In Ecuador è stato dichiarato lo stato di emergenza come previsto negli art. 164, 165 e 166 della Costituzione che riconosce al presidente della Repubblica il potere di decretare la massima allerta in tutto o in parte del territorio nazionale, in caso di grave crisi interna o calamità pubblica.

Con il decreto esecutivo si dispone la mobilitazione delle forze armate in 9 regioni del paese con la collaborazione stretta della polizia nazionale per i prossimi due mesi.

Nel resto delle regioni si dispone che la polizia aumenti controllo e vigilanza. La collaborazione tra forze armate e la polizia viene ratificata, inoltre, dalla Corte Costituzionale con sentenza n°33-20-IN/21.

Secondo il discorso ufficiale del presidente Lasso, le misure eccezionali – già attive dal 18 ottobre – sono state adottate a causa dell’incremento di delitti in tutto il territorio nazionale, in particolare del tasso di omicidi intenzionali (10,62 per ogni 100mila abitanti). Secondo i dati della polizia, nel 2016 il tasso era del 5,81.

Dopo solo cinque mesi di governo, per il neo presidente Lasso le grane sembrano non finire mai. Negli ultimi mesi si registra una serie di flop politici e scandali che vedono il primo mandatario dell’Ecuador in caduta di consensi e in modo vertiginoso.

Fino allo scorso agosto, Lasso registrava un consenso popolare che andava oltre il 70%; secondo gli ultimi sondaggi si registra un calo tra il 10% (Cedatos) e il 30% (Perfiles de Opinión).

Quattro fatti hanno eroso la sua alta popolarità: il primo è la bocciatura del progetto di legge «Creando opportunità» che non ha avuto l’appoggio dell’Assemblea nazionale. Il Consiglio d’amministrazione legislativa ha rinviato al mittente la legge per chiari vizi d’incostituzionalità.

Da ricordare che il partito Creo e i suoi alleati in parlamento hanno un’esigua pattuglia di parlamentari (26 su 130): per le riforme e le proposte di legge si dovrà sempre negoziare con le opposizioni, qualora ne avessero l’intenzione.

Al momento sembra non ci sia nessun margine di concertazione con Unes (49 parlamentari), Pachakutik (27), Izquierda Democratica (19) e Partito Social Cristiano (17). Nel parlamento ecuadoregno ci vogliono almeno 70 voti per l’approvazione di una legge.

Il secondo fattore è le continue crisi delle carceri a febbraio, luglio e settembre che hanno già provocato un bagno di sangue nel paese con quasi 250 morti nel 2021 (170 nel periodo di gestione Lasso, + 120 rispetto al 2020) tra i detenuti dei principali penitenziari del paese (Guayaquil, Latacunga e Quito).

Il terzo è lo scandalo «Pandora Papers»: Lasso, insieme al presidente cileno Piñera e al domenicano Abinader, sarebbe coinvolto in un occultamento di capitali verso alcune società off-shore.

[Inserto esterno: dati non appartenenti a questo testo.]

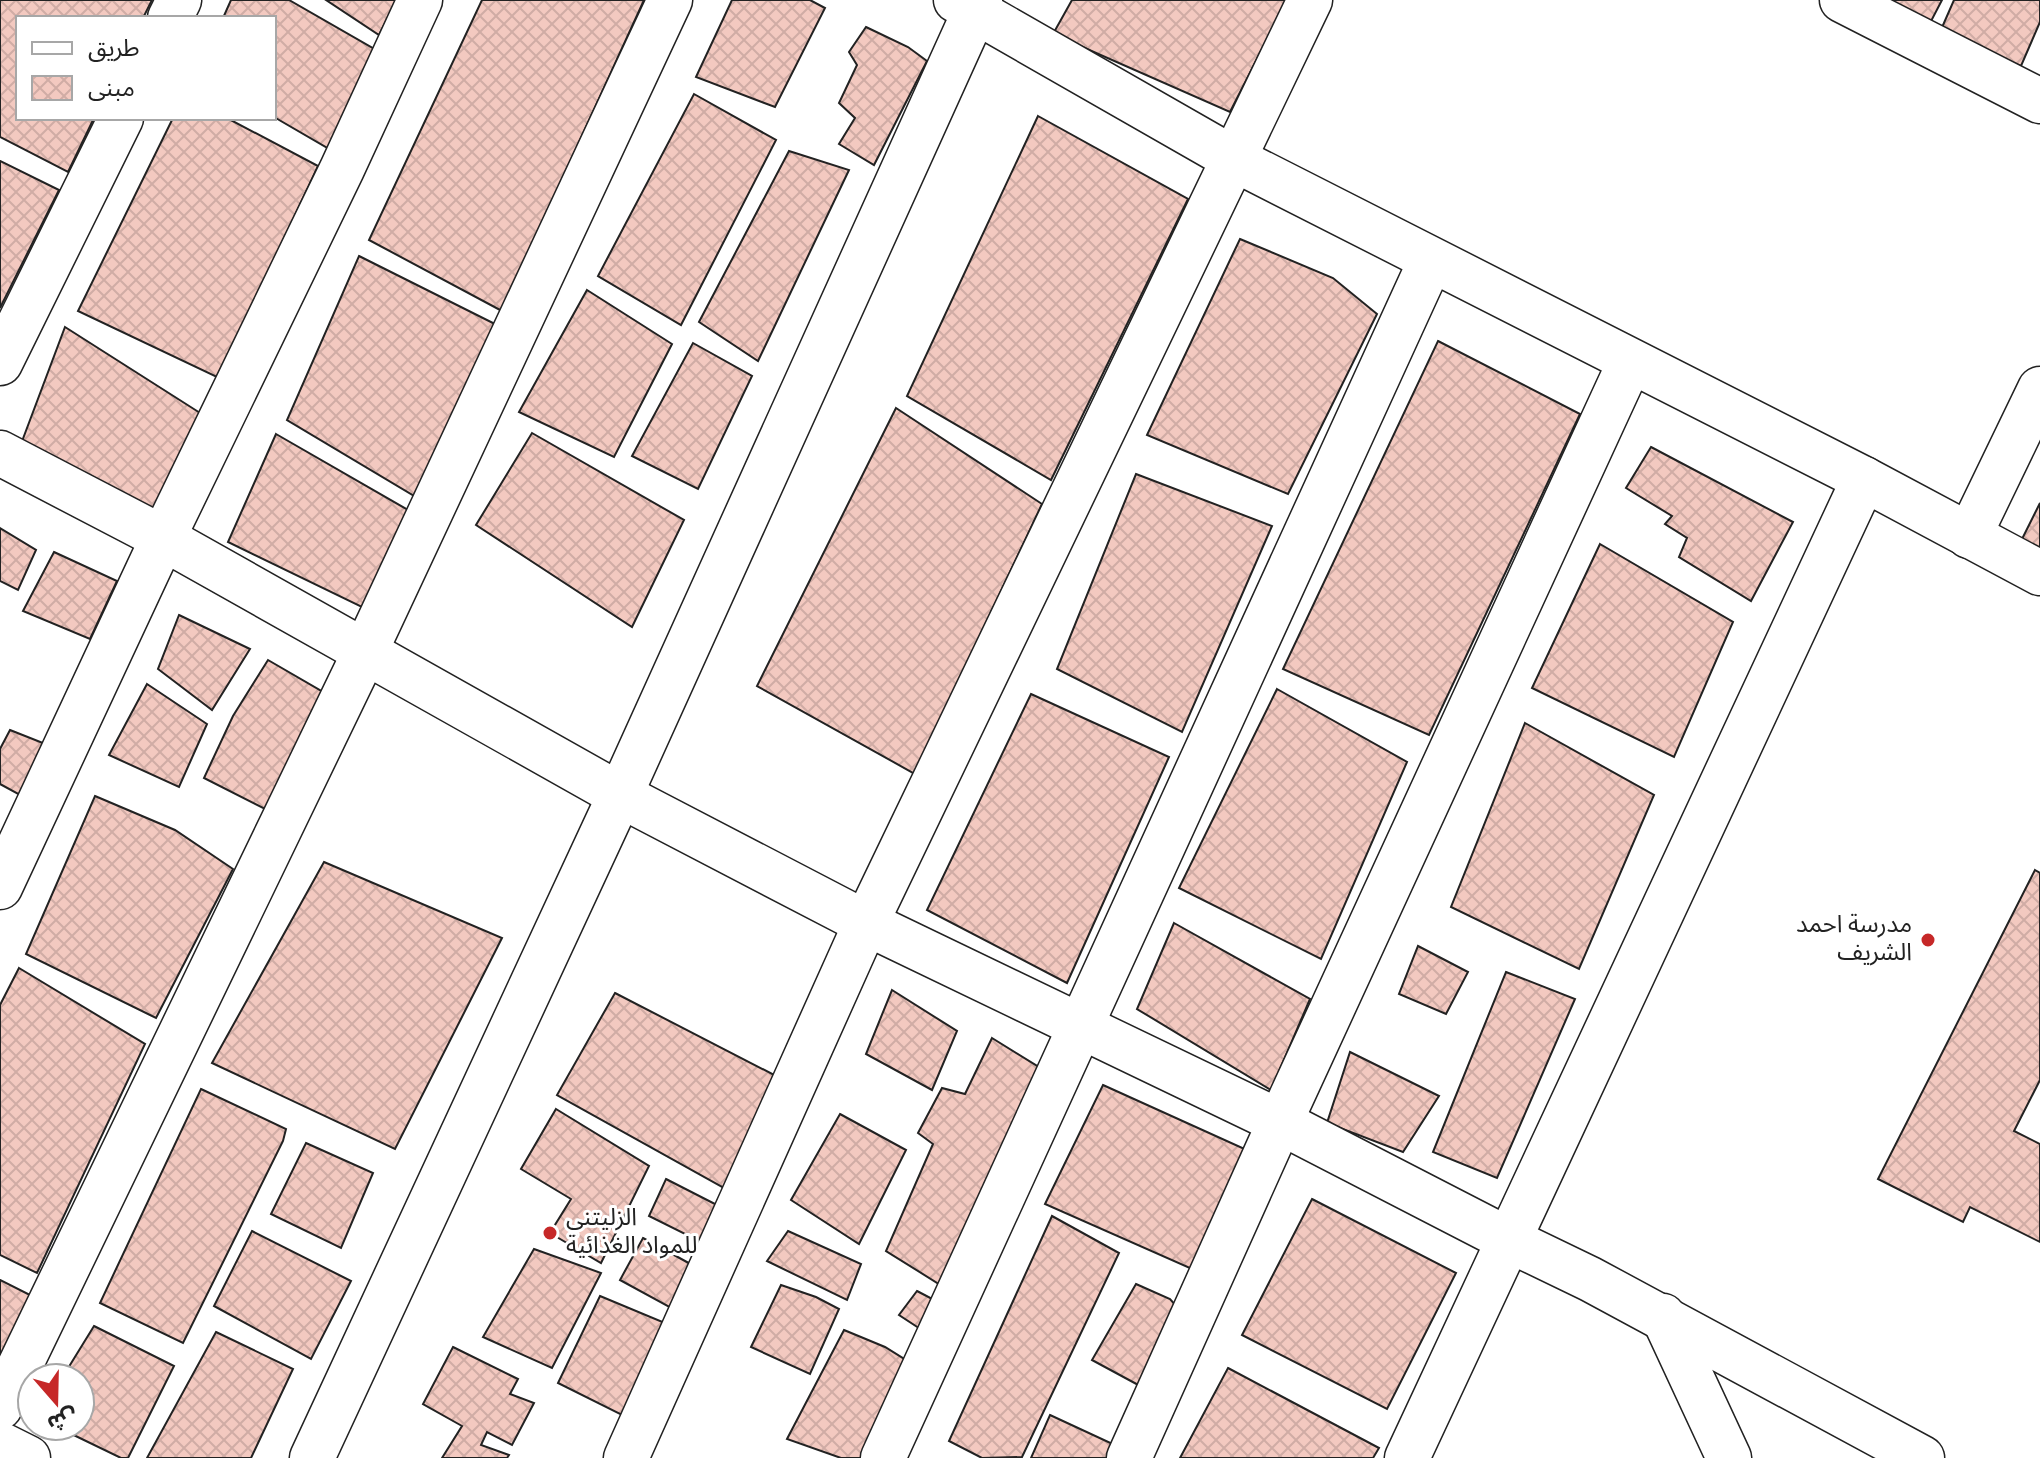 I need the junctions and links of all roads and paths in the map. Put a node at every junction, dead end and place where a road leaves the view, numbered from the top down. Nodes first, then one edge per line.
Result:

Secondo il Consorzio internazionale di Giornalisti di Ricerca, Lasso avrebbe avuto legami con 10 compagnie off-shore e fidocommissioni a Panama, Dakota del sud e Delaware.

Infine, le proteste, cresciute nelle ultime settimane, che hanno visto protagonisti gli agricoltori della regione del Guayas (nella costa sud), gli agricoltori, i lavoratori e i docenti della regione del Carchi e d’Imbabura (nella cordigliera nord) e i movimenti indigeni in molte regioni del paese e che hanno bloccato molte arterie del paese.

Tra i principali oppositori al governo Lasso c’è il presidente della Conaie (Confederazione delle nazionalità indigene dell’Ecuador), Leonidas Iza: ha dichiarato che lo stato di emergenza ha altre finalità oltre alla sicurezza.

In un’intervista a Radio Sonorama il leader indigeno ha segnalato che queste misure sono messe in atto per contrastare le manifestazioni previste per il prossimo 26 ottobre. E ha reiterato la ferma volontà del movimento indigeno di continuare lo sciopero per la mancanza di dialogo da parte del governo in merito all’aumento incontrollato del prezzo della benzina (+ 20% negli ultimi 4 mesi).

Intanto la militarizzazione del territorio, iniziata a fine luglio con la crisi carceraria, si protrae per altri due mesi. Le organizzazioni sociali e i settori dei lavoratori hanno già dichiarato di non essere d’accordo con le misure restrittive del governo. Il neoliberismo mostra i suoi denti affilati.